Ainda no jogo de cena envolvendo o poder, tivemos esta semana o depoimento prestado pelo advogado Tacla Durán à CPI da JBS. Assisti a todo o depoimento pela internet, já que a “grande mídia”, à exceção da coluna Painel da Folha de S. Paulo, praticamente ignorou esse episódio, e, quando dele tratou, nada mais fez do que selecionar aquilo que a ela interessa: a informação de que o ex-procurador geral da República Rodrigo Janot pode ter utilizado documentos inverídicos para fundamentar a segunda denúncia contra Temer.

Mas todos nós sabemos que quando se quer exibir demais certa forma de compreensão é porque há outros tantos elementos a esconder. Afirmar algo é ocultar outros tantos. E Tacla Durán enfrentou outros temas espinhosos à Lava-Jato, como a possível participação do advogado Carlos Zucolotto Junior, padrinho de casamento de Sérgio Moro, na negociação de um bom acordo de delação premiada de forma a livrar Tacla das consequências do direito de forma célere.
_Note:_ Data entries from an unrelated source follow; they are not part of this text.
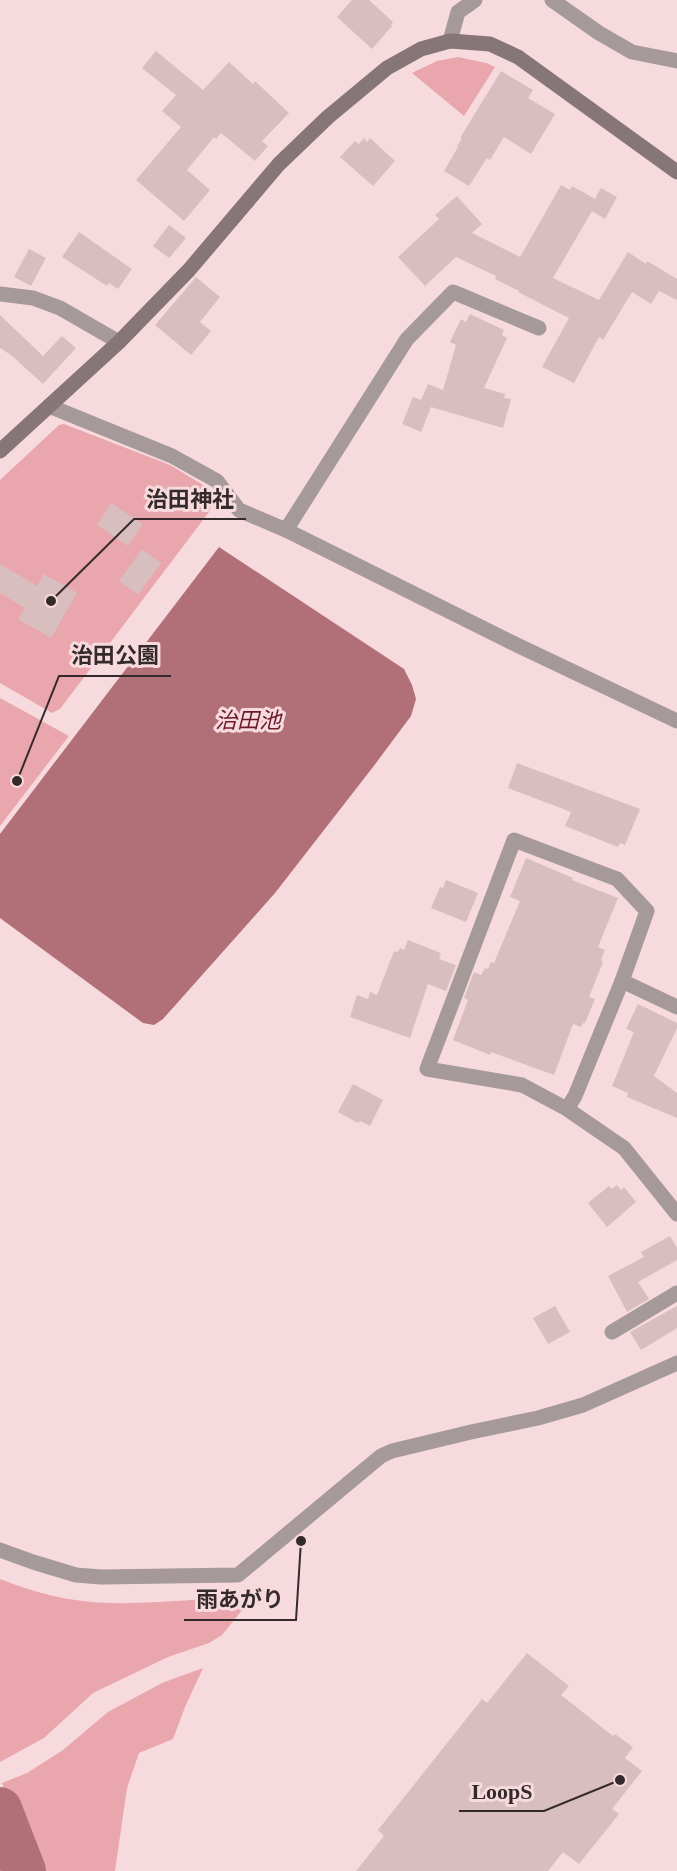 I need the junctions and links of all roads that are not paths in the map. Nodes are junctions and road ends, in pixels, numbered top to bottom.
1 (475, 0) edge
2 (552, 0) edge
3 (450, 41) junction
4 (677, 61) edge
5 (677, 172) edge
6 (0, 294) edge
7 (539, 328) dead end
8 (119, 342) junction
9 (49, 406) junction
10 (0, 451) edge
11 (286, 530) junction
12 (677, 721) edge
13 (622, 981) junction
14 (677, 1007) edge
15 (567, 1109) junction
16 (677, 1214) edge
17 (677, 1293) edge
18 (612, 1332) dead end
19 (677, 1363) edge
20 (0, 1550) edge

1 - 3 street
2 - 4 street
3 - 5 street
3 - 8 street
6 - 8 street
7 - 11 street
8 - 9 street
9 - 10 street
9 - 11 street
11 - 12 street
13 - 14 street
13 - 15 street
13 - 15 street
15 - 16 street
17 - 18 street
19 - 20 street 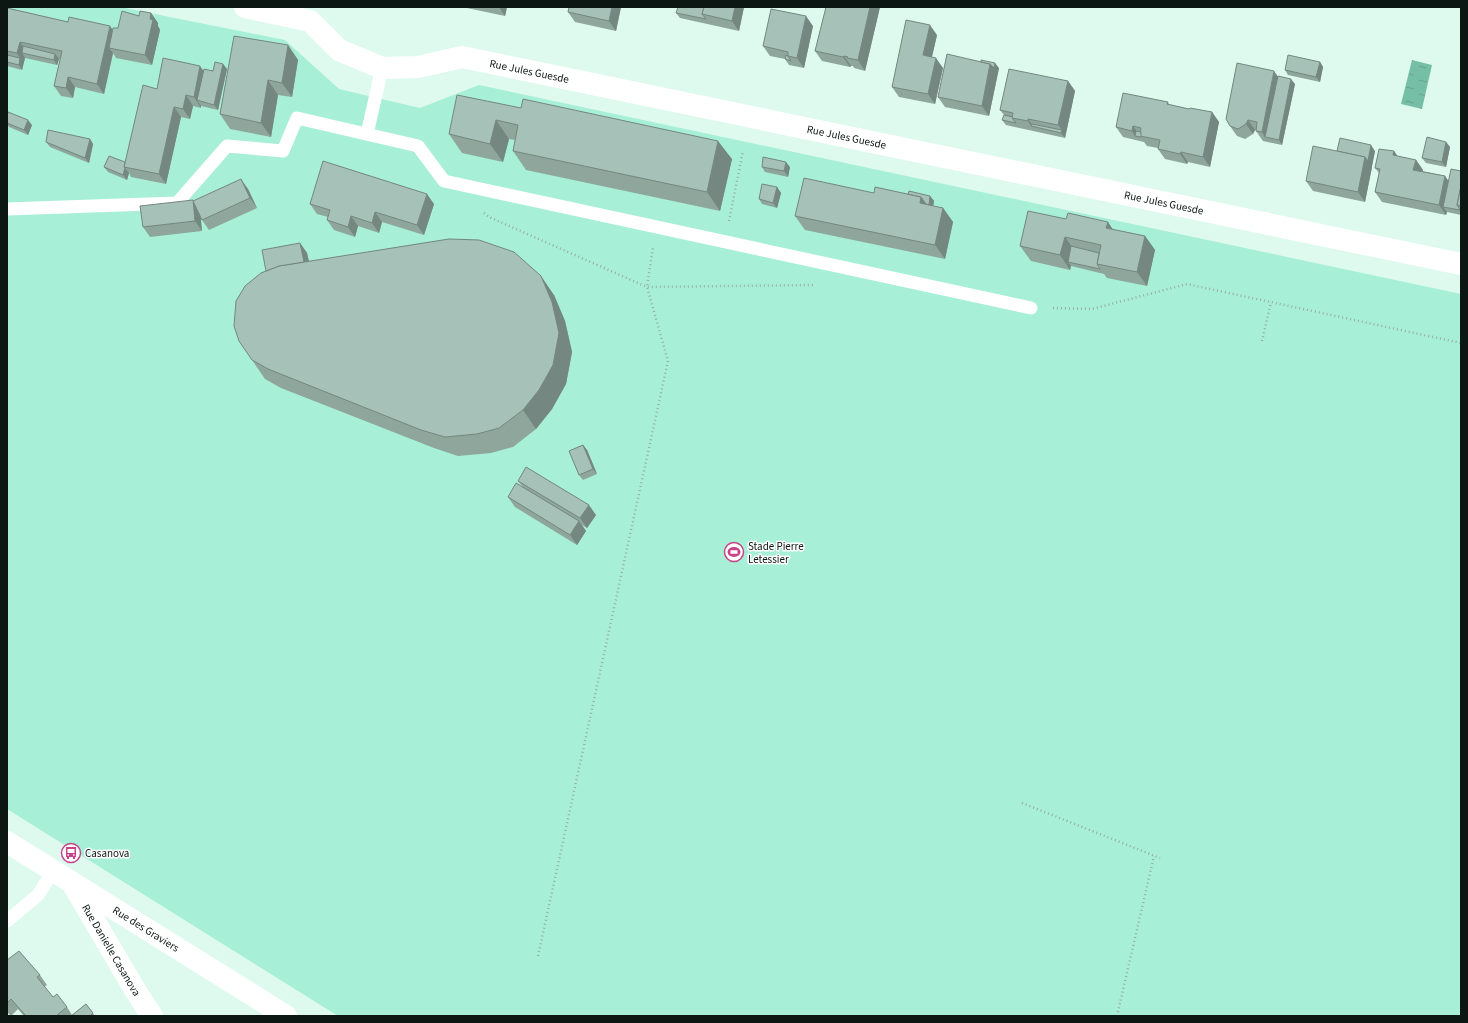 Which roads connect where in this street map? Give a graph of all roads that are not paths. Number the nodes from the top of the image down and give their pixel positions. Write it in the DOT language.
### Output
graph roads {
  1 [pos="245,7"];
  2 [pos="382,68"];
  3 [pos="367,134"];
  4 [pos="7,209"];
  5 [pos="1461,264"];
  6 [pos="1031,308"];
  7 [pos="7,842"];
  8 [pos="53,871"];
  9 [pos="73,883"];
  10 [pos="7,921"];
  11 [pos="152,1016"];
  12 [pos="286,1016"];
  1 -- 2 [label="street, Rue Jules Guesde"];
  2 -- 3 [label="lane"];
  2 -- 5 [label="street, Rue Jules Guesde"];
  3 -- 4 [label="lane"];
  3 -- 6 [label="lane"];
  7 -- 8 [label="street, Rue des Graviers"];
  8 -- 9 [label="street, Rue des Graviers"];
  8 -- 10 [label="lane"];
  9 -- 11 [label="street, Rue Danielle Casanova"];
  9 -- 12 [label="street, Rue des Graviers"];
}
Mas isso envolveria o pagamento de 5 milhões, “por fora”, para poder “resolver o pessoal que vai ajudar nisso”, como diz o print do celular utilizado como prova do contato entre os dois. Na transcrição do print da tela do celular, Zucolotto diz a Tacla: “meu contato vai conseguir que DD entre na negociação”. Outra passagem do depoimento menciona que onipresente Marcelo Miller, o da “lambança”, teria entregue uma lista com nomes de políticos para que Tacla pudesse implicá-los numa possível delação, o que, dentre outros fatores, mataria o caráter “espontâneo” que em tese caracterizaria uma colaboração premiada.

Sendo verdade o que Tacla Durán teclou com Zucolotto, temos uma verdadeira trama de ares hitchcockeanos, em que os que posam de heróis protegidos pelas togas e pelos cargos são também bandidos à sua maneira. No afã de “limpar o Brasil”, vemos como, em nome do discurso vazio da moralidade, é possível cometer as maiores atrocidades contra a democracia no país. E o mais irônico e paradoxal: a possível prática de atos criminosos justificados como sendo uma defesa das instituições e do estado democrático.

Como diria Manuel Bandeira, “tão Brasil”.